In the U.S. lower legislative chamber, the House, those would likely include newly appointed House Speaker Mike Johnson took on Mitch McConnell, the Republican Senate minority leader directly, pushing to unlink aid to Israel from aid to Ukraine.
"While the world burns, Johnson and the MAGA wing of the Republican Party — which seems to have swallowed the evangelical movement while also embracing it...
It "is embracing the darkest verses of the Bible, apparently pushing for apocalypse with an enthusiasm only rivaled by Saul's slaughter of Christians before he changed his name to Paul," wrote Karem.
He said that the House of Representatives, which is now run by Johnson, "offers a discount version" that some Republicans have dreamed of for years.
"They've renewed the Inquisition and seem determined to convert the U.S. into a theocracy run by people who will thump you with the Bible, but haven't read much of it," wrote the Salon author.
'FIRE AND BRIMSTONE'
Karem wrote, "Lord, how they love to preach fire and brimstone. But the Sermon on the Mount and the Beatitudes? Forget it. Matthew 25:40: 'Whatever you did it for one of the least of these brothers and sisters of mine, you did for me'? Not a chance. They've embraced only the Old Testament angry God and the apocalyptic parts of Revelation brought on by ergot poisoning."
Karem compared Republicans to Hamas terrorists less than a month after the horrific terror attacks in Israel, observed Alexander Hall for Fox News.
In his Salon article Karem noted that the Age of Enlightenment, following hundreds of years of bloody crusades, led to society giving up on state religions and was a direct inspiration for the US. Bill of Rights,.
He said, "Modern Republicans seem hellbent on returning to the Middle Ages, driven there by the first Christian nationalist House speaker.
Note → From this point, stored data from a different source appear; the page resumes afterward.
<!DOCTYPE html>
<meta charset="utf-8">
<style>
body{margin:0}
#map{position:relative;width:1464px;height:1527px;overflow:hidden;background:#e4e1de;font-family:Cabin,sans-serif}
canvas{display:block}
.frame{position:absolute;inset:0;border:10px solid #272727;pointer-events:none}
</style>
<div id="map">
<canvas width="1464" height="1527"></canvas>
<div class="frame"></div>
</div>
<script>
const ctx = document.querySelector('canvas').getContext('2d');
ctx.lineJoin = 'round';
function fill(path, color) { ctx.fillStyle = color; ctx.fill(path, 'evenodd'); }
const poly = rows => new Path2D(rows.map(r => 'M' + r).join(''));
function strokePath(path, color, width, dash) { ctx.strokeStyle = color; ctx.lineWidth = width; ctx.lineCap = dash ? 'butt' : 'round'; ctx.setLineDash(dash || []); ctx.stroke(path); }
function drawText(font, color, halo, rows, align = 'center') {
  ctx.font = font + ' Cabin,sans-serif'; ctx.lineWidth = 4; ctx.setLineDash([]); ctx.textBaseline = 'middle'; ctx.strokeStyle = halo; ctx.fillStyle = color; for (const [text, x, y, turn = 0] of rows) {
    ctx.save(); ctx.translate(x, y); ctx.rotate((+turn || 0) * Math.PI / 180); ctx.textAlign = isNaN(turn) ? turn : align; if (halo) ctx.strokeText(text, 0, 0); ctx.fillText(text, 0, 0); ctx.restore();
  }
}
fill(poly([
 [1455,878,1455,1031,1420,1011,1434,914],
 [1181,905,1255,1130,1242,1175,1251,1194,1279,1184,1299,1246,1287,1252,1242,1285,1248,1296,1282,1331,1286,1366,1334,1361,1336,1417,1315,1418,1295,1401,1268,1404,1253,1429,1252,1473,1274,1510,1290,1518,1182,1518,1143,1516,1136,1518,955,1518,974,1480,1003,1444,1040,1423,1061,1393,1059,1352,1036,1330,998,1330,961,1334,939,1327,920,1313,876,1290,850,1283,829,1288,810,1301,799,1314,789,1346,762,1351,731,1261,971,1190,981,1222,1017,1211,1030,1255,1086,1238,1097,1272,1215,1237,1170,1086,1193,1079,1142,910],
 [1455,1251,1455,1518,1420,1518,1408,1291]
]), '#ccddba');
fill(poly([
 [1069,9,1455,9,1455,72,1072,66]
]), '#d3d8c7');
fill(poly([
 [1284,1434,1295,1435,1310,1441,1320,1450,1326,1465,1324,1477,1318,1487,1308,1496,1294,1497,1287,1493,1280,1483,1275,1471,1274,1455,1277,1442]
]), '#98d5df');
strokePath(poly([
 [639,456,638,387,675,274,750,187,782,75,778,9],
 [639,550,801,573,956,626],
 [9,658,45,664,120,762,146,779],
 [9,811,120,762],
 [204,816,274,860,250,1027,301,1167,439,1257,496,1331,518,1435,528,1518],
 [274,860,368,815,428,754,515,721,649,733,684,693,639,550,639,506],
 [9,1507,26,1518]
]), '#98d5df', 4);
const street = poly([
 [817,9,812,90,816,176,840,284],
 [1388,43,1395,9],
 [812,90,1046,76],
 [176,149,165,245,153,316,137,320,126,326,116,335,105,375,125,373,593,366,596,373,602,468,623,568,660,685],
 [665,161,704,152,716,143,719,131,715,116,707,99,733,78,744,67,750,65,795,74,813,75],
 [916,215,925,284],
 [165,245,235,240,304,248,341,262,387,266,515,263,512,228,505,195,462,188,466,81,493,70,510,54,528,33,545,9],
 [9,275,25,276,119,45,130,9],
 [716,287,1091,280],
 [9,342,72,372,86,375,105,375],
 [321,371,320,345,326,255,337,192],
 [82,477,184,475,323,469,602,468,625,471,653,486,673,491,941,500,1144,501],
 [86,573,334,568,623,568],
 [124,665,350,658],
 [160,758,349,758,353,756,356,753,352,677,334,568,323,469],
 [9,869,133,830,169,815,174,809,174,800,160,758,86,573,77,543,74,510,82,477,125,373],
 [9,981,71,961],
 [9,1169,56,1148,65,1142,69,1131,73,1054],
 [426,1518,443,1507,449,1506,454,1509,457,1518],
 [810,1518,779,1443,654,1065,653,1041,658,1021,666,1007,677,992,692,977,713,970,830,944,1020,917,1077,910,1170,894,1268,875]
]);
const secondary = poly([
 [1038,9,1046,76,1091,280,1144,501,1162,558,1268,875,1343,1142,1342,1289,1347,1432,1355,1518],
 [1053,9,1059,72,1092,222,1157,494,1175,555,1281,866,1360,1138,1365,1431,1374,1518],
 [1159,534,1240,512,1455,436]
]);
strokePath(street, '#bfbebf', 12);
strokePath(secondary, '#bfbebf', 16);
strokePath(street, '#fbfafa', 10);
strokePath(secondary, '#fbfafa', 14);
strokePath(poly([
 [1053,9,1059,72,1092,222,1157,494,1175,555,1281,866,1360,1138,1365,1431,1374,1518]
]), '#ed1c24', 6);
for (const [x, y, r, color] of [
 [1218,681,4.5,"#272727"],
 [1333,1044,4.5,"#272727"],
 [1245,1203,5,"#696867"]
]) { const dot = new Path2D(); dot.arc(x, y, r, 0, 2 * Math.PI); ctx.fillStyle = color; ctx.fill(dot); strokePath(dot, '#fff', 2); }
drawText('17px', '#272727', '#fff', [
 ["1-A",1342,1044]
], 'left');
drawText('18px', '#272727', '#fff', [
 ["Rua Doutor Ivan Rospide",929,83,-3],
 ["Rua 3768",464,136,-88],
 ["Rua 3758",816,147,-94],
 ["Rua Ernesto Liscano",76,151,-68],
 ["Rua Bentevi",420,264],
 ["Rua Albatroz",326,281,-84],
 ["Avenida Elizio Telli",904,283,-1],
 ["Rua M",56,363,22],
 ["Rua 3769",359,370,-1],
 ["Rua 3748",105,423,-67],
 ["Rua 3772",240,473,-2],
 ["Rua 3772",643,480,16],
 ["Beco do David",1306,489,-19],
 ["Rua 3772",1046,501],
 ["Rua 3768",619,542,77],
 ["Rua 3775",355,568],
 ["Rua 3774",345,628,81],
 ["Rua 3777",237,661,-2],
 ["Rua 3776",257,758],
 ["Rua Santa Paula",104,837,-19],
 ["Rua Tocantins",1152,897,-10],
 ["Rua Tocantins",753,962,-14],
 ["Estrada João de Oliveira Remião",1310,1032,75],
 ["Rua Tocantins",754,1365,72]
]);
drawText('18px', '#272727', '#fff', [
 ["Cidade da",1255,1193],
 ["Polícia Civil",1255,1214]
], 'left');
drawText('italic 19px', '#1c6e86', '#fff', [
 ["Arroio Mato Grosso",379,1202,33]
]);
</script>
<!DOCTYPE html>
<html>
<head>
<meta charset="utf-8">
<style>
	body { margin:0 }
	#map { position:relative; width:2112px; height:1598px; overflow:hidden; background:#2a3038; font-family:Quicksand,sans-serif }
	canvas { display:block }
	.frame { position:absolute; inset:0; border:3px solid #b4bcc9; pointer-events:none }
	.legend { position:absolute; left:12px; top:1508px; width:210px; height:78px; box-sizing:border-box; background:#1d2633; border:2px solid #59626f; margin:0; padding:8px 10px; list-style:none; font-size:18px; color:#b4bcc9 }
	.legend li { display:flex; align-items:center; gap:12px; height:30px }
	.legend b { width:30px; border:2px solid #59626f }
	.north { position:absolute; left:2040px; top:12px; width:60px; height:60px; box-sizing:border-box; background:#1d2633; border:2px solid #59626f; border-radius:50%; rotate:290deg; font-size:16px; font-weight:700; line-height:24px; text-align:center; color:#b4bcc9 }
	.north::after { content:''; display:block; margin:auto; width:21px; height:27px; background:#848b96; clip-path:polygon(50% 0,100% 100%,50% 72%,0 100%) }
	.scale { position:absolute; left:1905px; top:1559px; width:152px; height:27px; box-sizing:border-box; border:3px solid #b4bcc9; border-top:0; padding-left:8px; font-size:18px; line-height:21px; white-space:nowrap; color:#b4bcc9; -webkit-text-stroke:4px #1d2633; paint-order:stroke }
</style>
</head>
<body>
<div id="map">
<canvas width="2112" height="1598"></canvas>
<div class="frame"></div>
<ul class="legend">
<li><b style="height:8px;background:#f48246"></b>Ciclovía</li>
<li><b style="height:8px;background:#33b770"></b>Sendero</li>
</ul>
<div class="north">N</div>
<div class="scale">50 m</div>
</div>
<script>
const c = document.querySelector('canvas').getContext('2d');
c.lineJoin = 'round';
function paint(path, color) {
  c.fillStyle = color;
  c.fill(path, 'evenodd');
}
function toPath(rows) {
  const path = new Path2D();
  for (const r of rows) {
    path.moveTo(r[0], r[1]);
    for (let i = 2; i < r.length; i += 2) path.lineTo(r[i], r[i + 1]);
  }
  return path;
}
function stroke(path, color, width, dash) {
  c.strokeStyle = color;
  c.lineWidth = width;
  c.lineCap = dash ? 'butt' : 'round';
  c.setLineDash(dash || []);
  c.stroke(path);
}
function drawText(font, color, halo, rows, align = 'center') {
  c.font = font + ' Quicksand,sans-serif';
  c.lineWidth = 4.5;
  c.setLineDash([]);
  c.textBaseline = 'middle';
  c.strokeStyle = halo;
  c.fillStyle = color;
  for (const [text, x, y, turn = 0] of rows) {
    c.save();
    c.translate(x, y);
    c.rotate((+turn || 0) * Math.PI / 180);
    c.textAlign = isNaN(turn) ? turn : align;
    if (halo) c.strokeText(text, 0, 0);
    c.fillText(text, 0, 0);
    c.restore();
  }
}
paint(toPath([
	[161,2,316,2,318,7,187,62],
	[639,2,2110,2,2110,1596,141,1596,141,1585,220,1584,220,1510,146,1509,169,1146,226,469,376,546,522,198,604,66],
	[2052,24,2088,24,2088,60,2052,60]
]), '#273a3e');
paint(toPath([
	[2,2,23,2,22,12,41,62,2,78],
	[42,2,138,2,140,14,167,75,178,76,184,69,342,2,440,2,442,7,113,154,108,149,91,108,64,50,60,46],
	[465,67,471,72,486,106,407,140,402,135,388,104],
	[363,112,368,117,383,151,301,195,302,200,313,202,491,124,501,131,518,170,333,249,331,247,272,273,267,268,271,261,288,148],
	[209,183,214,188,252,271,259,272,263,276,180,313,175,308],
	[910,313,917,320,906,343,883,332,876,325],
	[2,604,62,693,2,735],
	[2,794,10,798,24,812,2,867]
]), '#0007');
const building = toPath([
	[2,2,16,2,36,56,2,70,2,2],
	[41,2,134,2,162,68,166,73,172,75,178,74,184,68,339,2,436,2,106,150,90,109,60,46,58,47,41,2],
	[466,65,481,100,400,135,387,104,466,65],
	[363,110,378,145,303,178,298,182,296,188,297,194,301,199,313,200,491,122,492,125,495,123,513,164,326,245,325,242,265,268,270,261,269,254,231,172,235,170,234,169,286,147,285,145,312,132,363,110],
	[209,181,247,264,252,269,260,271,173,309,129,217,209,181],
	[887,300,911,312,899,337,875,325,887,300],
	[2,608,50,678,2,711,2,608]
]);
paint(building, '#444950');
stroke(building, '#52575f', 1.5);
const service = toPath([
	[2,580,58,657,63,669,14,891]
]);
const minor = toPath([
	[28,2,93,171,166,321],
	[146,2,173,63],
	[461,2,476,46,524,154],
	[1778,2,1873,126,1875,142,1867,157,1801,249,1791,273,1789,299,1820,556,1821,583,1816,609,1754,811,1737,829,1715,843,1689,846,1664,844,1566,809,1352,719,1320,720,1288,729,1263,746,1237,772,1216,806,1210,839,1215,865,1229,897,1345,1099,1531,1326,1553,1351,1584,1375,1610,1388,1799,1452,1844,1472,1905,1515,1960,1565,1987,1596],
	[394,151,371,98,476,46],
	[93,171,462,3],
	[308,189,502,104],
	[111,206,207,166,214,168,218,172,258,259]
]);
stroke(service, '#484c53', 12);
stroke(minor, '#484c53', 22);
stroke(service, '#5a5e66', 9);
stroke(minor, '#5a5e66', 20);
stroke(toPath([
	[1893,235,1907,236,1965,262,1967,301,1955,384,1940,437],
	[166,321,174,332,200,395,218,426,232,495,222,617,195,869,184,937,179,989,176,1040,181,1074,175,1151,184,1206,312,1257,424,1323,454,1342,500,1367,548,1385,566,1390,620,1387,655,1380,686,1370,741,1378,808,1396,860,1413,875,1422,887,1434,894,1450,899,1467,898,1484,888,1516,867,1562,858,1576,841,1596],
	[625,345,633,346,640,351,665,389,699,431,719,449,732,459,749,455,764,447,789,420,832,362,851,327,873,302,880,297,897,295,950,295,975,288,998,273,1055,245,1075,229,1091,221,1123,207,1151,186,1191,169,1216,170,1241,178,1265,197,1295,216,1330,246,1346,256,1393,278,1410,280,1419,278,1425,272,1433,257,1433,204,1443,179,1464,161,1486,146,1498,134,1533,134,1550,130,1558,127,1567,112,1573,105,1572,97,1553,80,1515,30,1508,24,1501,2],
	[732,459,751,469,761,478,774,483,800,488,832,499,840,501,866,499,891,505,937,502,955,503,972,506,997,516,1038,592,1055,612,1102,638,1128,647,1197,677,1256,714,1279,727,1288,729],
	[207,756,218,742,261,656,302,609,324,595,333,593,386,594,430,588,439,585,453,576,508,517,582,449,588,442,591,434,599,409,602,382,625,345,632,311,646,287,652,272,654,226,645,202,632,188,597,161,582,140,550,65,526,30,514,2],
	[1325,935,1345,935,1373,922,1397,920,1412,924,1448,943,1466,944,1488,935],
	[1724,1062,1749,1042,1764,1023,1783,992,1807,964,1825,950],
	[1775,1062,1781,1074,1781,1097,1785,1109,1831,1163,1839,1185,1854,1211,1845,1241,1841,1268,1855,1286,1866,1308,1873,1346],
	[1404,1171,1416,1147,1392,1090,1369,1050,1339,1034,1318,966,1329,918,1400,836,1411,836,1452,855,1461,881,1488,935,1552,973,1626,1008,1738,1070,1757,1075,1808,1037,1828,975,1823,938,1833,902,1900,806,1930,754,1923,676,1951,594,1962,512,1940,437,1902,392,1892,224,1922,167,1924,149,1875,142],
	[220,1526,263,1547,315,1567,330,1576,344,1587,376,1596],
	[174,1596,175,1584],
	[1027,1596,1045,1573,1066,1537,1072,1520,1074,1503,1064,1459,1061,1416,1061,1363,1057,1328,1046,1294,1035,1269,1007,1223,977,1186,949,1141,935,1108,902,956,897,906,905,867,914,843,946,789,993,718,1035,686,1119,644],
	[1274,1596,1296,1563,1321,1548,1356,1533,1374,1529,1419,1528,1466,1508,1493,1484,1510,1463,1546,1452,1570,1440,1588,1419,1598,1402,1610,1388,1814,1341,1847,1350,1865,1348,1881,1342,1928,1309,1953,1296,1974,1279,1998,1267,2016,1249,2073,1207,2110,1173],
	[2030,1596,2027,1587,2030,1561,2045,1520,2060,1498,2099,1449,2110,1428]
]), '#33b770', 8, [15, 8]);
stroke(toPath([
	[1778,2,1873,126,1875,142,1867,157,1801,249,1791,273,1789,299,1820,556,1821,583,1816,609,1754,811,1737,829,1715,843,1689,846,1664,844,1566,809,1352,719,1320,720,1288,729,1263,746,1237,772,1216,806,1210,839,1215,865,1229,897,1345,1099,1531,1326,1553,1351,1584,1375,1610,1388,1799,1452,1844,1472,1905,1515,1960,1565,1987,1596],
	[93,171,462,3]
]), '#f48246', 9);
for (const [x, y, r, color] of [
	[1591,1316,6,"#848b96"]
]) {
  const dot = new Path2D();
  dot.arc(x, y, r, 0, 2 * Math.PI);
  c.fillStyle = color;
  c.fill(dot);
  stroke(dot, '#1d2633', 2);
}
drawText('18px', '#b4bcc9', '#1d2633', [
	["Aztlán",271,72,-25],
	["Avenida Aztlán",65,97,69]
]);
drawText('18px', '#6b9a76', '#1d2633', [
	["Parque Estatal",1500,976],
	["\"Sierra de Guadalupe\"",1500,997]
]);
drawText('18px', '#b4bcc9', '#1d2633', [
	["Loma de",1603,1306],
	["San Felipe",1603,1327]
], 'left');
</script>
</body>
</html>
"The First Amendment's establishment clause prohibits the government from making any law "respecting an establishment of religion." That not only forbids the government from establishing an official religion, but also prohibits government actions that unduly favor one religion over another," wrote Karem.
He quotes, Democrat Rep. Jamie Raskin of Maryland, a constitutional scholar, saying there was a solid reason for this much-debated and carefully written clause:
"The framers taught us that the biggest threat to religious freedom comes from theocrats who try to establish their own sect over everyone else. That's why we have two religion clauses in the First Amendment," of the U.S. constitution, Raskin is quoted saying.
CNN's Ronald Brownstein wrote an Oc.t 31 analysis that Johnson has been "a virulent warrior for conservative cultural causes" throughout his career, and has closely identified with far-right Christian nationalists seeking to tear down the separation of church and state.